Exercise instructions:
Whichever lines include the word "blur", copy them as they appear in the data.

(Collected data entries)
★ ★ ★

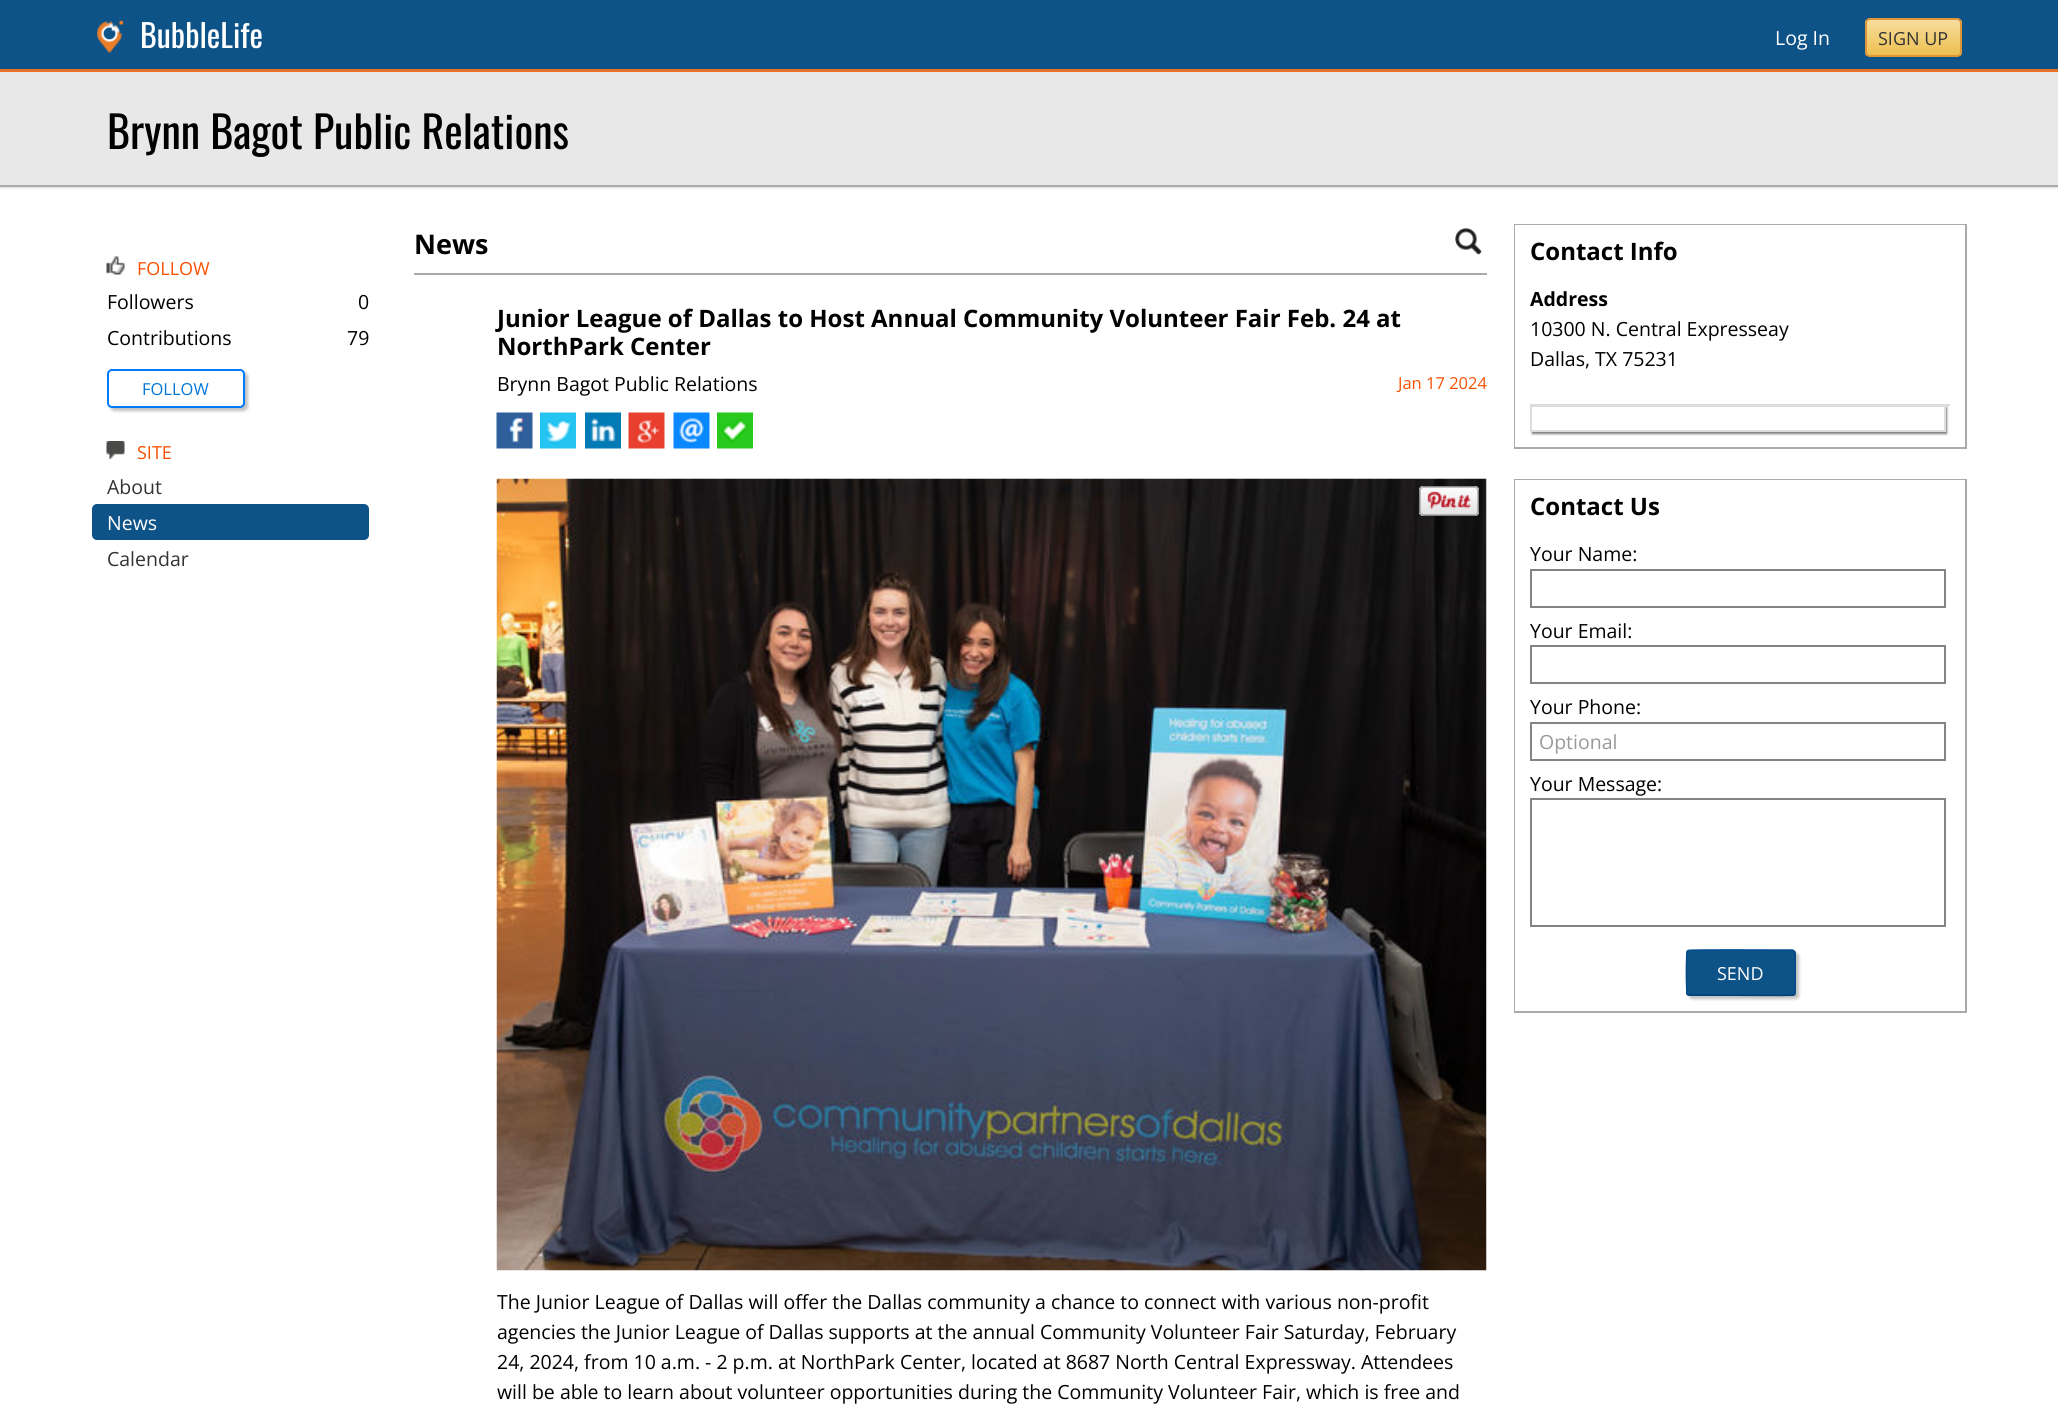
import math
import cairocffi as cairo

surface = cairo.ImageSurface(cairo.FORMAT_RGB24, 2058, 1424)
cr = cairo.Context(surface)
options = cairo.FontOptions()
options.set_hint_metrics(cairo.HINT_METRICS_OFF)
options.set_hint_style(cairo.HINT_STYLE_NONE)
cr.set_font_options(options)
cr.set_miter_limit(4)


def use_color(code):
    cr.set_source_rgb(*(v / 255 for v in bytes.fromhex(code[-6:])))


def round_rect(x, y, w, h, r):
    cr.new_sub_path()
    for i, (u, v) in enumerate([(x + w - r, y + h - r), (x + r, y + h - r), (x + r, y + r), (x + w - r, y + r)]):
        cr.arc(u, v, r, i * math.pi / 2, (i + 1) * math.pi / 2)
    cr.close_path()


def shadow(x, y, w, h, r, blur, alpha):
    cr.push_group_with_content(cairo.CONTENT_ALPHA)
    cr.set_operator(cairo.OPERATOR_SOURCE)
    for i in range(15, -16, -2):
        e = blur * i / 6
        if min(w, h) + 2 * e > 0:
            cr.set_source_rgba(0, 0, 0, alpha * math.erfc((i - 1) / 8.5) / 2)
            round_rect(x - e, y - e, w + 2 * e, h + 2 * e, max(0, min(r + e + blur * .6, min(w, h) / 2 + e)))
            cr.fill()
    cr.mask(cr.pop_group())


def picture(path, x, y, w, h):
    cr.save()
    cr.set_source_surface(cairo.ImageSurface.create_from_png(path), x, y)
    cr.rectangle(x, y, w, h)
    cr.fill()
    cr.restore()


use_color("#ffffff")
cr.paint()
use_color("#0e5388")
cr.rectangle(0, 0, 2058, 69)
cr.fill()
use_color("#e67127")
cr.rectangle(0, 69, 2058, 3)
cr.fill()
picture("img1.png", 97, 20, 27, 33)
cr.select_font_face("Oswald")
cr.set_font_size(32)
use_color("#ffffff")
cr.move_to(140, 48)
cr.show_text("BubbleLife")
cr.select_font_face("Open Sans")
cr.set_font_size(19.5)
cr.move_to(1775, 45)
cr.show_text("Log In")
cr.save()
round_rect(1865, 18, 97, 39, 5)
cr.clip()
gradient = cairo.LinearGradient(1913, 19, 1913, 56)
gradient.add_color_stop_rgba(0, 0.969, 0.867, 0.62, 1)
gradient.add_color_stop_rgba(1, 0.929, 0.749, 0.31, 1)
cr.set_source(gradient)
cr.rectangle(1865, 20, 97, 36)
cr.fill()
cr.restore()
round_rect(1866, 19, 95, 37, 4)
use_color("#df9538")
cr.stroke()
cr.set_font_size(18)
use_color("#333333")
cr.move_to(1878, 45)
cr.show_text("SIGN UP")
use_color("#dddddd")
shadow(0, 74, 2058, 114, 0, 1, 1)
use_color("#e8e8e8")
cr.rectangle(0, 72, 2058, 113)
cr.fill()
use_color("#aaaaaa")
cr.rectangle(0, 185, 2058, 2)
cr.fill()
cr.select_font_face("Oswald")
cr.set_font_size(44)
use_color("#000000")
cr.move_to(107, 149)
cr.show_text("Brynn Bagot Public Relations")
picture("img2.png", 106, 256, 19, 19)
cr.select_font_face("Open Sans")
cr.set_font_size(18)
use_color("#f85000")
cr.move_to(137, 275)
cr.show_text("FOLLOW")
cr.set_font_size(19.5)
use_color("#000000")
cr.move_to(107, 309)
cr.show_text("Followers")
cr.move_to(358, 309)
cr.show_text("0")
cr.move_to(107, 345)
cr.show_text("Contributions")
cr.move_to(347, 345)
cr.show_text("79")
use_color("#c0c0c0")
shadow(110, 372, 138, 39, 5, 1.5, 1)
use_color("#ffffff")
round_rect(108, 370, 136, 37, 4)
cr.fill_preserve()
use_color("#007aff")
cr.stroke()
cr.set_font_size(16.5)
use_color("#0176d9")
cr.move_to(142, 395)
cr.show_text("FOLLOW")
picture("img3.png", 106, 441, 19, 18)
cr.set_font_size(18)
use_color("#f85000")
cr.move_to(137, 459)
cr.show_text("SITE")
cr.set_font_size(19.5)
use_color("#333333")
cr.move_to(107, 494)
cr.show_text("About")
use_color("#0e5388")
round_rect(92, 504, 277, 36, 5)
cr.fill()
use_color("#ffffff")
cr.move_to(107, 530)
cr.show_text("News")
use_color("#333333")
cr.move_to(107, 566)
cr.show_text("Calendar")
use_color("#aaaaaa")
cr.rectangle(414, 273, 1073, 2)
cr.fill()
cr.select_font_face("Open Sans", cairo.FONT_SLANT_NORMAL, cairo.FONT_WEIGHT_BOLD)
cr.set_font_size(27)
use_color("#000000")
cr.move_to(414, 254)
cr.show_text("News")
picture("img4.png", 1455, 228, 27, 27)
cr.set_font_size(24)
cr.move_to(497, 327)
cr.show_text("Junior League of Dallas to Host Annual Community Volunteer Fair Feb. 24 at")
cr.move_to(497, 355)
cr.show_text("NorthPark Center")
cr.select_font_face("Open Sans")
cr.set_font_size(19.5)
cr.move_to(497, 391)
cr.show_text("Brynn Bagot Public Relations")
cr.set_font_size(16.5)
use_color("#f85000")
cr.move_to(1398, 389)
cr.show_text("Jan 17 2024")
picture("img5.png", 496, 412, 37, 37)
picture("img6.png", 540, 412, 36, 37)
picture("img7.png", 585, 412, 36, 37)
picture("img8.png", 628, 412, 37, 37)
picture("img9.png", 673, 412, 37, 37)
picture("img10.png", 717, 412, 36, 37)
picture("img11.png", 496, 478, 991, 793)
picture("img12.png", 1419, 486, 60, 30)
cr.set_font_size(19.5)
use_color("#000000")
cr.move_to(497, 1309)
cr.show_text("The Junior League of Dallas will offer the Dallas community a chance to connect with various non-profit")
cr.move_to(497, 1339)
cr.show_text("agencies the Junior League of Dallas supports at the annual Community Volunteer Fair Saturday, February")
cr.move_to(497, 1369)
cr.show_text("24, 2024, from 10 a.m. - 2 p.m. at NorthPark Center, located at 8687 North Central Expressway. Attendees")
cr.move_to(497, 1399)
cr.show_text("will be able to learn about volunteer opportunities during the Community Volunteer Fair, which is free and")
cr.rectangle(1515, 225, 451, 223)
use_color("#aaaaaa")
cr.stroke()
use_color("#ffffff")
cr.rectangle(1515, 225, 450, 222)
cr.fill()
cr.select_font_face("Open Sans", cairo.FONT_SLANT_NORMAL, cairo.FONT_WEIGHT_BOLD)
cr.set_font_size(24)
use_color("#000000")
cr.move_to(1530, 260)
cr.show_text("Contact Info")
cr.set_font_size(19.5)
cr.move_to(1530, 306)
cr.show_text("Address")
cr.select_font_face("Open Sans")
cr.move_to(1530, 336)
cr.show_text("10300 N. Central Expresseay")
cr.move_to(1530, 366)
cr.show_text("Dallas, TX 75231")
use_color("#dddddd")
cr.rectangle(1530, 404, 420, 2)
cr.fill()
cr.save()
cr.set_fill_rule(cairo.FILL_RULE_EVEN_ODD)
cr.new_path()
cr.move_to(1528, 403)
cr.line_to(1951, 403)
cr.line_to(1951, 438)
cr.line_to(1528, 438)
cr.close_path()
cr.move_to(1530, 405)
cr.line_to(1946, 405)
cr.line_to(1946, 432)
cr.line_to(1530, 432)
cr.close_path()
cr.clip()
use_color("#808080")
shadow(1532, 407, 415, 27, 0, 1, 1)
cr.restore()
cr.rectangle(1531, 406, 414, 25)
cr.stroke()
cr.rectangle(1515, 480, 451, 532)
use_color("#aaaaaa")
cr.stroke()
use_color("#ffffff")
cr.rectangle(1515, 480, 450, 531)
cr.fill()
cr.select_font_face("Open Sans", cairo.FONT_SLANT_NORMAL, cairo.FONT_WEIGHT_BOLD)
cr.set_font_size(24)
use_color("#000000")
cr.move_to(1530, 515)
cr.show_text("Contact Us")
cr.select_font_face("Open Sans")
cr.set_font_size(19.5)
cr.move_to(1530, 561)
cr.show_text("Your Name:")
cr.rectangle(1531, 570, 414, 37)
use_color("#848484")
cr.stroke()
use_color("#000000")
cr.move_to(1530, 638)
cr.show_text("Your Email:")
cr.rectangle(1531, 646, 414, 37)
use_color("#848484")
cr.stroke()
use_color("#000000")
cr.move_to(1530, 714)
cr.show_text("Your Phone:")
cr.rectangle(1531, 723, 414, 37)
use_color("#848484")
cr.stroke()
use_color("#999999")
cr.move_to(1539, 749)
cr.show_text("Optional")
use_color("#000000")
cr.move_to(1530, 791)
cr.show_text("Your Message:")
cr.rectangle(1531, 799, 414, 127)
use_color("#848484")
cr.stroke()
use_color("#c0c0c0")
shadow(1689, 953, 110, 46, 3, 1.5, 1)
use_color("#0e5388")
round_rect(1686, 950, 110, 46, 3)
cr.fill()
cr.new_path()
cr.move_to(1687.5, 951)
cr.line_to(1688, 950.5)
cr.curve_to(1689.5, 949.5, 1766.5, 950, 1775, 950)
cr.line_to(1792.5, 950)
cr.line_to(1794, 951)
use_color("#004e91")
cr.set_line_width(1.5)
cr.stroke()
cr.new_path()
cr.move_to(1794, 951)
cr.curve_to(1795.5, 952, 1795.5, 993.5, 1794, 994.5)
use_color("#014b8b")
cr.stroke()
cr.new_path()
cr.move_to(1794, 994.5)
cr.line_to(1793.5, 995)
cr.curve_to(1792, 996, 1715, 995, 1706, 995)
cr.line_to(1689, 995)
cr.line_to(1687.5, 994.5)
use_color("#004178")
cr.stroke()
cr.new_path()
cr.move_to(1687.5, 994.5)
cr.curve_to(1686, 993.5, 1686, 952, 1687.5, 951)
use_color("#014b8b")
cr.stroke()
cr.set_font_size(18)
use_color("#ffffff")
cr.move_to(1717, 980)
cr.show_text("SEND")
surface.write_to_png("result.png")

★ ★ ★

Task answer:
def shadow(x, y, w, h, r, blur, alpha):
        e = blur * i / 6
            round_rect(x - e, y - e, w + 2 * e, h + 2 * e, max(0, min(r + e + blur * .6, min(w, h) / 2 + e)))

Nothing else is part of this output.